(TRY IT) Report back every line of the entries that contains "names", exactly as written.

◆ ◆ ◆ ◆ ◆

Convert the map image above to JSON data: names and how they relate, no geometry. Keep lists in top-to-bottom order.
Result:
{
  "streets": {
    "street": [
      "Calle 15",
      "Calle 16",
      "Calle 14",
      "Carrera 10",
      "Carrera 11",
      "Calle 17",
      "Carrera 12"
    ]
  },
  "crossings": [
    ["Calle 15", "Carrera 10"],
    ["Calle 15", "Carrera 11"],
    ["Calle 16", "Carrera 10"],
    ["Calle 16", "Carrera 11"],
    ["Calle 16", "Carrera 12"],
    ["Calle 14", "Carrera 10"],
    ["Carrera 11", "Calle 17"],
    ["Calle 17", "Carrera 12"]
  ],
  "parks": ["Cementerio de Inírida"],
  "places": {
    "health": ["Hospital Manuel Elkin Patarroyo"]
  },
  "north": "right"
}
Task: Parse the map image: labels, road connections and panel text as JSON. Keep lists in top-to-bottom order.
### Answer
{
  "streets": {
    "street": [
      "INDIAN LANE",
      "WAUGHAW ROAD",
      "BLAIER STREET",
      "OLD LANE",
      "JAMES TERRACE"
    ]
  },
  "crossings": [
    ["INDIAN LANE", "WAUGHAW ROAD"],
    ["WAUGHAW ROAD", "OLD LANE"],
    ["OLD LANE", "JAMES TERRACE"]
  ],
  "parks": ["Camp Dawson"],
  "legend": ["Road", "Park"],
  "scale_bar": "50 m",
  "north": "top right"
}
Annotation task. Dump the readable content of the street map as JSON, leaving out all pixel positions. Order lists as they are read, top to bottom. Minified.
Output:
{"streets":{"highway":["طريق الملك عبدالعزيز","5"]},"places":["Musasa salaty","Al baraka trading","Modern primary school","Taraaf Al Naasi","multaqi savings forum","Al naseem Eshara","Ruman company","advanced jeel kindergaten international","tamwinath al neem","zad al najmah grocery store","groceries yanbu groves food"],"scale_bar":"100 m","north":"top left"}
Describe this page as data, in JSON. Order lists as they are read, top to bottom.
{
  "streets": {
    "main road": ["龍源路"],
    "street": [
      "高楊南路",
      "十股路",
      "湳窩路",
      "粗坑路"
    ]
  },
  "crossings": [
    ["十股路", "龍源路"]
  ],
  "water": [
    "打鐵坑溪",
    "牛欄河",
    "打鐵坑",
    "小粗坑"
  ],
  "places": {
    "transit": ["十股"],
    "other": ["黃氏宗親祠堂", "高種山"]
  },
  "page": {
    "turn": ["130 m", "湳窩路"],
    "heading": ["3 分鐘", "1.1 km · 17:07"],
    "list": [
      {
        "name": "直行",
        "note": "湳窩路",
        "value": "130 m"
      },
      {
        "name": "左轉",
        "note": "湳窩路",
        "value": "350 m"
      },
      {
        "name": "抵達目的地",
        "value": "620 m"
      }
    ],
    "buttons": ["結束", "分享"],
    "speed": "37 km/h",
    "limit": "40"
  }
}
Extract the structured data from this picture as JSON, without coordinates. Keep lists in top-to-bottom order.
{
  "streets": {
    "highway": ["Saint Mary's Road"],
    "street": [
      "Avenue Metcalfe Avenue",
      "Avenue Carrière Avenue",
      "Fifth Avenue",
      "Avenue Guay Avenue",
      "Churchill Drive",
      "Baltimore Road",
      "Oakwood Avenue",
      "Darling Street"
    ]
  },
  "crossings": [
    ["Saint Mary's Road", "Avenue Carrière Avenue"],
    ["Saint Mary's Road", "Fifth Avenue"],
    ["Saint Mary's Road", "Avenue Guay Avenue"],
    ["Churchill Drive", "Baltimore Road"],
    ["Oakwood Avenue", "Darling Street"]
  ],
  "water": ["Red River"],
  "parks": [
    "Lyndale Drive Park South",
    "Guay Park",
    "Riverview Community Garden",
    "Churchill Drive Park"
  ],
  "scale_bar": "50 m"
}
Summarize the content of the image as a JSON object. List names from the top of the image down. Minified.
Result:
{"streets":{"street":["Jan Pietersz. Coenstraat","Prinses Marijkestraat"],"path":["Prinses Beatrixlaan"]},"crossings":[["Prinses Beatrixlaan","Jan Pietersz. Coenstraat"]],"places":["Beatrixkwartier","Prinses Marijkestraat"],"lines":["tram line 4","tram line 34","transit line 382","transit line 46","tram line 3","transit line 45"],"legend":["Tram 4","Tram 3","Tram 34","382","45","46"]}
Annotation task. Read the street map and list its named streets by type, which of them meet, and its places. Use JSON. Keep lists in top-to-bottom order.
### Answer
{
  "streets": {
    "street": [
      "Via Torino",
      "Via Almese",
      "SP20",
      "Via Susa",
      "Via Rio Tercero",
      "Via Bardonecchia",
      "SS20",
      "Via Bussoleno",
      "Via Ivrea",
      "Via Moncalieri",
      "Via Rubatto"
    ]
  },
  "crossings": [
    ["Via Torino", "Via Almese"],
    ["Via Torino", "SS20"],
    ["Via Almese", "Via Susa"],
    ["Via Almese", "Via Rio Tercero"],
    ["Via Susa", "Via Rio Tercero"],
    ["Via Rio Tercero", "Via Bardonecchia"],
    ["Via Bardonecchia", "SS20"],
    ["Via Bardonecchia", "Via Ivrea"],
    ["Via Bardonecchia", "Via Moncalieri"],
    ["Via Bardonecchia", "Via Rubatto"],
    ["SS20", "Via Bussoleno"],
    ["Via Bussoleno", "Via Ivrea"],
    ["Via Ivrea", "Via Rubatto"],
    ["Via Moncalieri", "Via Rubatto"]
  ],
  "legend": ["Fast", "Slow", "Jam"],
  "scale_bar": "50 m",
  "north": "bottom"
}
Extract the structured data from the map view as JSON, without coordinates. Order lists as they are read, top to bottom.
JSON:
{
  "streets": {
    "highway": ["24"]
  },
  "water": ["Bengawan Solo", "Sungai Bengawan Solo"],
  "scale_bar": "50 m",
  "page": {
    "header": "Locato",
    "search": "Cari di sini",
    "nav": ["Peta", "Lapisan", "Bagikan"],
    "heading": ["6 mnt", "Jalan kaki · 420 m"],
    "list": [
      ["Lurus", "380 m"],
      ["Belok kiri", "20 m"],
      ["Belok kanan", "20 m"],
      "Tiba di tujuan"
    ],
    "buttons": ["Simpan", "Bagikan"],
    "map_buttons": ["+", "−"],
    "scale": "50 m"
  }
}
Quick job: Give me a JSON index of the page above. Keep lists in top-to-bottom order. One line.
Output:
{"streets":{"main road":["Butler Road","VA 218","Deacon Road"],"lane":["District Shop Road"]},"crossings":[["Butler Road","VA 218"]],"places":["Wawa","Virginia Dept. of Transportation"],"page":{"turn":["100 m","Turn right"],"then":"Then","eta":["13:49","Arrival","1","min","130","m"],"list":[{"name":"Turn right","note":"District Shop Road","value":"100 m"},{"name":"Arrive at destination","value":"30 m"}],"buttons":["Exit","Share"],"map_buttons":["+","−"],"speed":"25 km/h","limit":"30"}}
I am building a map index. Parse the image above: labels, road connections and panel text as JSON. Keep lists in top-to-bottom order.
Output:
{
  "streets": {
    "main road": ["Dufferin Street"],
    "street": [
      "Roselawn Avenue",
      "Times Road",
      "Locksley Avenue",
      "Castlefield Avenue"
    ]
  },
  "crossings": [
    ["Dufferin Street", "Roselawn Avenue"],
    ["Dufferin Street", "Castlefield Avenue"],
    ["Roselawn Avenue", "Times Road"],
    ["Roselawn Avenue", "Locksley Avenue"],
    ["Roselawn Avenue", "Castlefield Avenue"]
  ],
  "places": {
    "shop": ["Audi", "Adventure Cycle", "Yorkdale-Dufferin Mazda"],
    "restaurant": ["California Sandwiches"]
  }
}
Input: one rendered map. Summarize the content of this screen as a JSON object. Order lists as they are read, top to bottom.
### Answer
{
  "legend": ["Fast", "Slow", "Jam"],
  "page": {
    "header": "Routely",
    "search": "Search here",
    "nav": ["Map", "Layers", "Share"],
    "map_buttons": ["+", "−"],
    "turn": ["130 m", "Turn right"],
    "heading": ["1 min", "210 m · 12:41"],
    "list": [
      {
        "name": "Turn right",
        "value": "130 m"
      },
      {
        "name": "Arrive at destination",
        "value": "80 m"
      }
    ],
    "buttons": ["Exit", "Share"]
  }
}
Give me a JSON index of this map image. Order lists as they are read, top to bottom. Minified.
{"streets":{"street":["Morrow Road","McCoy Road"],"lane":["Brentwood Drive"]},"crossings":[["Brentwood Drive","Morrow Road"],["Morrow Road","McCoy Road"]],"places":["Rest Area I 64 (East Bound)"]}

◆ ◆ ◆ ◆ ◆

(TASK OUTPUT)
Convert the map image above to JSON data: names and how they relate, no geometry. Keep lists in top-to-bottom order.
Summarize the content of the image as a JSON object. List names from the top of the image down. Minified.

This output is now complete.